From watchman to company CEO

Erick Okeyo

One of Nairobi’s leading security entrepreneurs says loans in Kenya are too expensive but he has found a ‘secure’ way of solving the problem: Aliko Dangote, Africa’s richest man.

“Interest rates are just too high. When Aliko Dangote was in Kenya a few months ago, he told me that he was going to set up a chain of banks in Kenya. Banks that would charge minimal interest rates on loans,” says Okeyo.

Okeyo’s journey to CEO has been remarkable. He started off his career as a security guard at Nile Perch Victoria in Kisumu and became a bouncer at Octopus Nightclub before joining G4S. He worked for two years with G4S and rose to the position of controller.

“I was in charge of the control room, handling all deployments and emergencies. I was then poached by Modern Security to be an assistant manager in Nakuru. Within one and a half years, I joined Patriotic Guards as a manager in charge of Nakuru Branch,” says Okeyo, who had then enrolled for a diploma in marketing.

Rewards of hard work

He worked for Patriotic Guards from 1997 to 2009, rising through the ranks to become the deputy chief executive officer in charge of operations.

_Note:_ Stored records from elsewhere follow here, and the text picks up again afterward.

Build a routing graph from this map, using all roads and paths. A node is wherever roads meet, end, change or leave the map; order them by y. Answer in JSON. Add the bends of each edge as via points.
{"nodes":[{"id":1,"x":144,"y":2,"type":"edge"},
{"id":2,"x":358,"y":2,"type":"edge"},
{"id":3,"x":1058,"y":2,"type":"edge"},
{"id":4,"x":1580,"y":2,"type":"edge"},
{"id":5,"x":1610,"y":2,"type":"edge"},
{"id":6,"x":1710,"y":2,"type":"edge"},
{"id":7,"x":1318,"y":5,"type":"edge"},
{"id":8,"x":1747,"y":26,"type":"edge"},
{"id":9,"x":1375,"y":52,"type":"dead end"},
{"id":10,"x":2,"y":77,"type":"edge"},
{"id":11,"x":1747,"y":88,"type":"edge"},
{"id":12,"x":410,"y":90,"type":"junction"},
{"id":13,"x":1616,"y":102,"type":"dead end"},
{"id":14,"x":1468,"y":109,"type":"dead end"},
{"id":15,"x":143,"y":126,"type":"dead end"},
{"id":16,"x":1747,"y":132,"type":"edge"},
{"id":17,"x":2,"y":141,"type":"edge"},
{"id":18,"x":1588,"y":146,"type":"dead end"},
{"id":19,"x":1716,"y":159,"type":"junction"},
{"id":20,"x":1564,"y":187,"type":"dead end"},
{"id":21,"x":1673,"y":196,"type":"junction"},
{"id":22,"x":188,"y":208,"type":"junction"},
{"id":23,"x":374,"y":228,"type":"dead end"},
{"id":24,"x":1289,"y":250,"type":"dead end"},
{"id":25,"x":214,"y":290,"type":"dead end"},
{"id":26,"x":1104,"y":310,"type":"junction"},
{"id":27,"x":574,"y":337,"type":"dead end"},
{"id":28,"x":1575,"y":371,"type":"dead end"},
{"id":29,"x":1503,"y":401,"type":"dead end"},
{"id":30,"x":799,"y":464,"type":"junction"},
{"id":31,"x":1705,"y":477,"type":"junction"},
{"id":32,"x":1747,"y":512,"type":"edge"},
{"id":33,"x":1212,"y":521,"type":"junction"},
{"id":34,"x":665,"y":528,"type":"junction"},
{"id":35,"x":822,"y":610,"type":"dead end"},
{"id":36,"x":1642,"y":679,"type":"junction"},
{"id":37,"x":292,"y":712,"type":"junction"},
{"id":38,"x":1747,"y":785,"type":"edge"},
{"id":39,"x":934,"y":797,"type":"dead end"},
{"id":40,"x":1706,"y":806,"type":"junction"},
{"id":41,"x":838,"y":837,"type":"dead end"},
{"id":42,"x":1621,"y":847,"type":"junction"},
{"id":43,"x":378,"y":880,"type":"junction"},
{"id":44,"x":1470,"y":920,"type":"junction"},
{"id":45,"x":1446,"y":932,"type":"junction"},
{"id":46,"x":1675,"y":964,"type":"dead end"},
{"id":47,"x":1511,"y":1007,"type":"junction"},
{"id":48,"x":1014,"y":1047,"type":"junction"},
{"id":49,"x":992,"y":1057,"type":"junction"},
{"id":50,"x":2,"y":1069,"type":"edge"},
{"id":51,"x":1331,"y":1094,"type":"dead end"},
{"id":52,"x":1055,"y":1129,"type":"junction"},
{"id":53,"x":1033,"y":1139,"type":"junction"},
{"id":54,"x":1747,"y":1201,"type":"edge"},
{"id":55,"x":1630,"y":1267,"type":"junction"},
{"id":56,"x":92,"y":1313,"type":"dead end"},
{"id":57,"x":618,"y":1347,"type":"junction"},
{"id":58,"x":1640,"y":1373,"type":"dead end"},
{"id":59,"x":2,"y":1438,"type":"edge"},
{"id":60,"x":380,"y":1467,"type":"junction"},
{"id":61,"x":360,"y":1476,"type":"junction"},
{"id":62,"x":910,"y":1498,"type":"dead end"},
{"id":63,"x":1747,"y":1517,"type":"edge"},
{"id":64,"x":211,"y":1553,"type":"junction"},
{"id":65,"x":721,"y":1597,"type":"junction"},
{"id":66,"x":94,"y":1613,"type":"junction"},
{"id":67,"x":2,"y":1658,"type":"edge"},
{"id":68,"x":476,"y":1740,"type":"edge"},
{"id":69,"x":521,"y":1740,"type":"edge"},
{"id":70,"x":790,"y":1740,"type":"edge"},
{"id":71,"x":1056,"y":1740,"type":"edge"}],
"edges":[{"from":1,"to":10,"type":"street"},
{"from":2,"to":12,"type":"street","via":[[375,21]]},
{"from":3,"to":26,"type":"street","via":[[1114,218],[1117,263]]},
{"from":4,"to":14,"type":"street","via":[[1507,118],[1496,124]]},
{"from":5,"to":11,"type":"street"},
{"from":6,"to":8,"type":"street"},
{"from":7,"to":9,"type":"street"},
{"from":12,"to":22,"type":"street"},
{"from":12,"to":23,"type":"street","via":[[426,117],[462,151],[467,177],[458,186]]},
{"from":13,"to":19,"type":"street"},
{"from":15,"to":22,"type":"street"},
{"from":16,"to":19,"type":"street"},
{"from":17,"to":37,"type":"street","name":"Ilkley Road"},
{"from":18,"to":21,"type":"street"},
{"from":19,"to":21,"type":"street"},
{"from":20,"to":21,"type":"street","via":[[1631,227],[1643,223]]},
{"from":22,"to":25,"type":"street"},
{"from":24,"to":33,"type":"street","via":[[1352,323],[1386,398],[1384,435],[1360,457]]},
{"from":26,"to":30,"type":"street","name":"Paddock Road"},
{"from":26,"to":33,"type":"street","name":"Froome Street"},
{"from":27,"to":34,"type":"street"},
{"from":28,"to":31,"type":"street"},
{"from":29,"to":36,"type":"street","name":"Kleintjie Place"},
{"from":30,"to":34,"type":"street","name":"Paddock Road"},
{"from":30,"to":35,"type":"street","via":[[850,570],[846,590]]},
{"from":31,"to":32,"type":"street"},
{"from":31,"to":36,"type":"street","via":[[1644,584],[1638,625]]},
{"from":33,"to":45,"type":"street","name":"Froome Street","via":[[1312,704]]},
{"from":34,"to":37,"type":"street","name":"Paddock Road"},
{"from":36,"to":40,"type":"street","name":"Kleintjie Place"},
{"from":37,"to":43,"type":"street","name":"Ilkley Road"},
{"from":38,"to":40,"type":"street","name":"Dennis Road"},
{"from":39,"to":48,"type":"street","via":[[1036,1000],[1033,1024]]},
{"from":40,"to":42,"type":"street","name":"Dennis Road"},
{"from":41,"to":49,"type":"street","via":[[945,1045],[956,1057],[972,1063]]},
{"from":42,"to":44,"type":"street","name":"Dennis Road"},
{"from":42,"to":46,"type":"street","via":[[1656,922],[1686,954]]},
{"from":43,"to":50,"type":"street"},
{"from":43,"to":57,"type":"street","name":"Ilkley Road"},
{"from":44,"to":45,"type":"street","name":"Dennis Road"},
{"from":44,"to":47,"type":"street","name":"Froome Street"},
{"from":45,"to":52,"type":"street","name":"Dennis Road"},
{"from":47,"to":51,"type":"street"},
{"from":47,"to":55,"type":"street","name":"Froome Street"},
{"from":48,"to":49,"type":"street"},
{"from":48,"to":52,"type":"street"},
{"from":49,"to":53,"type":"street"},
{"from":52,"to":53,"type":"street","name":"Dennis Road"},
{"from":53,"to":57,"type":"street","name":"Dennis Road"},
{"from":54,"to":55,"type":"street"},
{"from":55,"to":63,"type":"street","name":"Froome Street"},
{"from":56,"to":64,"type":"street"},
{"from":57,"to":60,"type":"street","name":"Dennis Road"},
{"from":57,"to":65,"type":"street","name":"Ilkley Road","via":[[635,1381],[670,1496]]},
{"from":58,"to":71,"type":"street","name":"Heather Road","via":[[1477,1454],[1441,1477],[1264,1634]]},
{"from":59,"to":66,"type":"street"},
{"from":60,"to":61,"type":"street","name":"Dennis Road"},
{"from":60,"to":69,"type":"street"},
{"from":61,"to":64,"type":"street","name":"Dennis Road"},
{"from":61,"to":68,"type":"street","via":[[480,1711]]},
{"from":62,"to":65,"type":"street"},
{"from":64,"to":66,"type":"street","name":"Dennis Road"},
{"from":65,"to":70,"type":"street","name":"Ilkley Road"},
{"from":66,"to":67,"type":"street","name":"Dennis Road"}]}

“That’s when I quit to form my own security company,” says Okeyo who discloses that he is a member of the Institute of Directors in Kenya.

At 39, Erick Okeyo is now CEO of Bedrock Security Services, a firm that specialises in electronic security solutions, security guards, cash in transit and investigations. The company, established in 2009, is now a major player in the security industry having bagged clients like Orange Telkom, Mumias Sugar, Nzoia Sugar, Jaramogi University and Lake Victoria Water Services Board.

“We also offer our security services to a lot of upmarket residential clients,” says Okeyo, a father of three.

Before setting up Bedrock, Okeyo had been employed in several security companies.

Helping others grow

Interestingly, when he tendered his resignation letter, his secretary also quit and followed him.

“She joined me and is now the human resources manager at Bedrock. I encouraged her to get bachelor’s and masters degrees and she is a very competent HR manager,” Okeyo says.

“The tea girl at my former company also quit when I did, went to school and is now an assistant manager at bedrock. Three guards who quit with me are now branch managers. I believe in someone’s’ potential. All these guys had no degrees but they joined me, I encouraged them to go to school and they are all part of the Bedrock family,” says Okeyo.

Revealing that Bedrock in now the fourth largest private security firm in Kenya, Akeyo says, “Among the locally owned security firms, I can confidently say we are the largest, or second largest. Three of the largest security companies right now have chief executive officers who worked under me at one time or another.”

The former security guard now drives an E270 Avant-garde CDI Mercedes.